Upon completing her internship in 1925, she began her own medical clinic in an impoverished part of the city. To improve healthcare in the neighborhood, she persuaded the trustees of the Friendship House, a charitable segregated medical center, to open an additional clinic for African Americans. This clinic was later named Southeast Neighborhood House. She further set up the Southeast Neighborhood Society, which contained a playground and daycare for the children of working mothers. In the same year, she joined the faculty of Howard University Medical School where she was appointed medical physician to women. In 1930, she married Claude Thurston Ferebee, a professor in Howard University College of Dentistry. In 1949, she was named medical director for Howard's health services, a post she held until her retirement in 1968.

== Charitable and civil rights activism ==
As National President of Alpha Kappa Alpha, Ferebee directed the Mississippi Health Project, a project sponsored by the Alpha Kappa Alpha sorority to provide healthcare to sharecropper families in Holmes County, Mississippi throughout the summers of 1935 to 1942. She additionally became an active member of the civil rights movement as a member of the National Council of Negro Women (NCNW). In the fall of 1949, she was elected president of the organization. Here, she augmented the organization's efforts to promote healthcare, and education, and continued its work to end discrimination against African Americans and women in the military, housing, employment, and voting. As president of NCNW, she issued her "Nine Point Program" which outlined a plan to achieve fundamental civil rights through educational and legislative initiatives. Through all this, Boulding remained a full-time obstetrician.

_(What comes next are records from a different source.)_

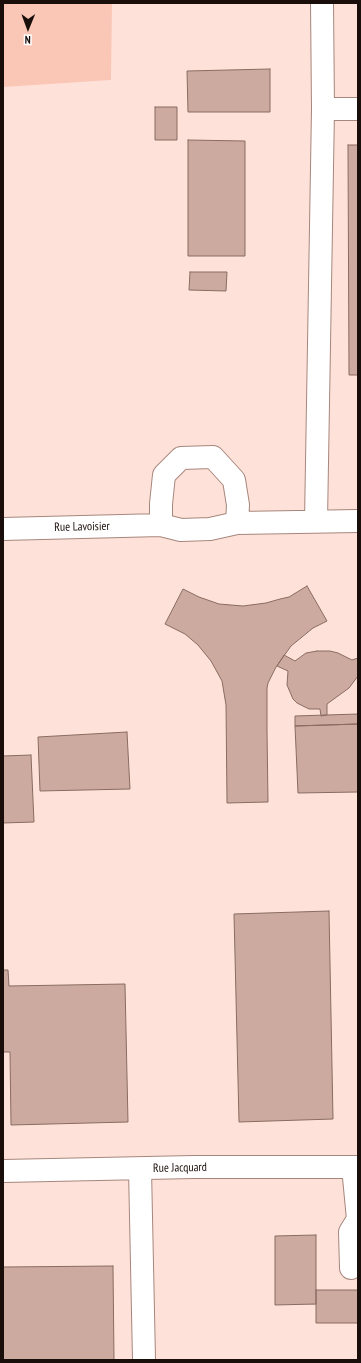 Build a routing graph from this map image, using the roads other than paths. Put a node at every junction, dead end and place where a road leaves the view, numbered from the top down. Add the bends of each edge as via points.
1 (322, 3) edge
2 (323, 109) junction
3 (358, 109) edge
4 (316, 521) junction
5 (358, 521) edge
6 (237, 523) junction
7 (161, 525) junction
8 (3, 529) edge
9 (356, 1167) edge
10 (140, 1169) junction
11 (3, 1171) edge
12 (358, 1219) edge
13 (352, 1268) dead end
14 (144, 1360) edge

1 - 2 street
2 - 3 street
2 - 4 street
4 - 5 street, Rue Lavoisier
4 - 6 street, Rue Lavoisier
6 - 7 street, Rue Lavoisier via 202,530 181,530
6 - 7 street via 238,505 234,480 213,457 181,458 164,475
7 - 8 street, Rue Lavoisier
9 - 10 street, Rue Jacquard
9 - 12 street
10 - 11 street, Rue Jacquard
10 - 14 street
12 - 13 street via 350,1232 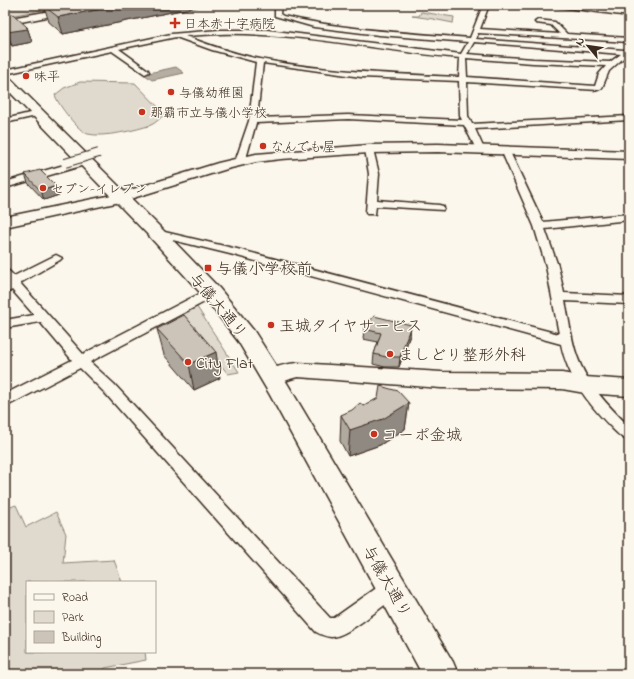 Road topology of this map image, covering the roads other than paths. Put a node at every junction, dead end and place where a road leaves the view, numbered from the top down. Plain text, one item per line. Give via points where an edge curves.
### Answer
1 (84, 5) edge
2 (100, 5) edge
3 (278, 5) edge
4 (486, 5) edge
5 (559, 5) edge
6 (629, 14) edge
7 (5, 19) edge
8 (295, 21) junction
9 (5, 22) edge
10 (538, 22) dead end
11 (288, 24) dead end
12 (281, 27) dead end
13 (476, 31) junction
14 (267, 32) junction
15 (177, 35) junction
16 (565, 36) junction
17 (629, 40) edge
18 (472, 41) junction
19 (113, 48) junction
20 (627, 52) edge
21 (464, 56) junction
22 (260, 61) junction
23 (610, 64) junction
24 (5, 72) edge
25 (145, 72) dead end
26 (463, 79) junction
27 (5, 80) edge
28 (38, 113) junction
29 (629, 118) edge
30 (5, 121) edge
31 (253, 121) junction
32 (468, 125) junction
33 (369, 149) junction
34 (480, 149) junction
35 (505, 150) junction
36 (99, 153) dead end
37 (629, 155) edge
38 (85, 162) junction
39 (240, 162) junction
40 (65, 163) dead end
41 (5, 185) edge
42 (120, 198) junction
43 (439, 208) dead end
44 (629, 218) edge
45 (5, 222) edge
46 (538, 226) junction
47 (156, 233) junction
48 (56, 258) dead end
49 (5, 274) edge
50 (9, 287) edge
51 (212, 293) junction
52 (559, 297) junction
53 (629, 300) edge
54 (42, 318) junction
55 (5, 324) edge
56 (567, 341) junction
57 (80, 361) junction
58 (272, 378) junction
59 (585, 385) junction
60 (629, 388) edge
61 (5, 401) edge
62 (629, 435) edge
63 (392, 588) junction
64 (441, 674) edge

1 - 7 street
2 - 9 street
3 - 8 street via 277,15
4 - 13 street
5 - 6 street
8 - 11 street
8 - 18 street via 379,33
10 - 16 street via 553,23
12 - 14 street
13 - 16 street via 524,36
13 - 18 street
14 - 15 street
14 - 21 street
15 - 19 street
15 - 22 street via 214,50
16 - 17 street
18 - 20 street
18 - 21 street
19 - 24 street
19 - 25 street
20 - 23 street
21 - 23 street
21 - 26 street
22 - 26 street via 364,75
22 - 31 street
23 - 26 street via 600,77 598,88
26 - 32 street via 463,98
27 - 28 highway, 与儀大通り
28 - 30 street
28 - 38 highway, 与儀大通り
29 - 32 street
31 - 32 street via 348,118
31 - 39 street
32 - 34 street
33 - 34 street
33 - 39 street via 281,155
33 - 43 street via 374,174 372,207
34 - 35 street
35 - 37 street
35 - 46 street
36 - 40 street, bridge
38 - 41 street
38 - 42 highway, 与儀大通り
39 - 42 street
42 - 45 street
42 - 47 highway, 与儀大通り
44 - 46 street
46 - 52 street via 552,266
47 - 51 highway, 与儀大通り
47 - 56 street via 233,251
48 - 50 street via 20,277
49 - 50 street
50 - 54 street via 30,301
51 - 57 street
51 - 58 highway, 与儀大通り via 246,336
52 - 53 street
52 - 56 street
54 - 55 street
54 - 57 street
56 - 59 street via 574,368
57 - 61 street
57 - 63 street via 109,388 323,625 329,628 337,627
58 - 59 street via 298,370 441,380 554,380
58 - 63 highway, 与儀大通り
59 - 60 street
59 - 62 street via 603,410
63 - 64 highway, 与儀大通り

Ferebee served on the boards of the White House's Children and Youth Council, as well as the United Nations Children's Fund (UNICEF). She was selected by the U.S. State Department as a delegate to the International Council of Women of the World in Greece. The Department of Labor's Women's Bureau named her to a delegation that observed the impact of postwar conditions on women and children in Germany. She was appointed to the Council for Food for Peace by US president John F. Kennedy in the 1960s, in which capacity she spent five months travelling in Africa and speaking on preventative medicine.

In 1963, she traveled to Selma, Alabama as part of a campaign to register African Americans to vote. Here, she also spoke on behalf of women's rights. In 1967, Boulding was appointed as one of the five U.S. delegates to the World Health Organization's twentieth assembly in Geneva as well as the D.C. Commission on the Status of Women, which she chaired from 1971 to 1974. She was also a board member of the American Association of University Women.

== Personal life ==
Dorothy and Claude Ferebee had twins: a son named Claude and a daughter named Dorothy. Dorothy died at the age of eighteen, from influenza.

Ferebee died from congestive heart failure on September 14, 1980, at Georgetown University Hospital in Washington, D.C.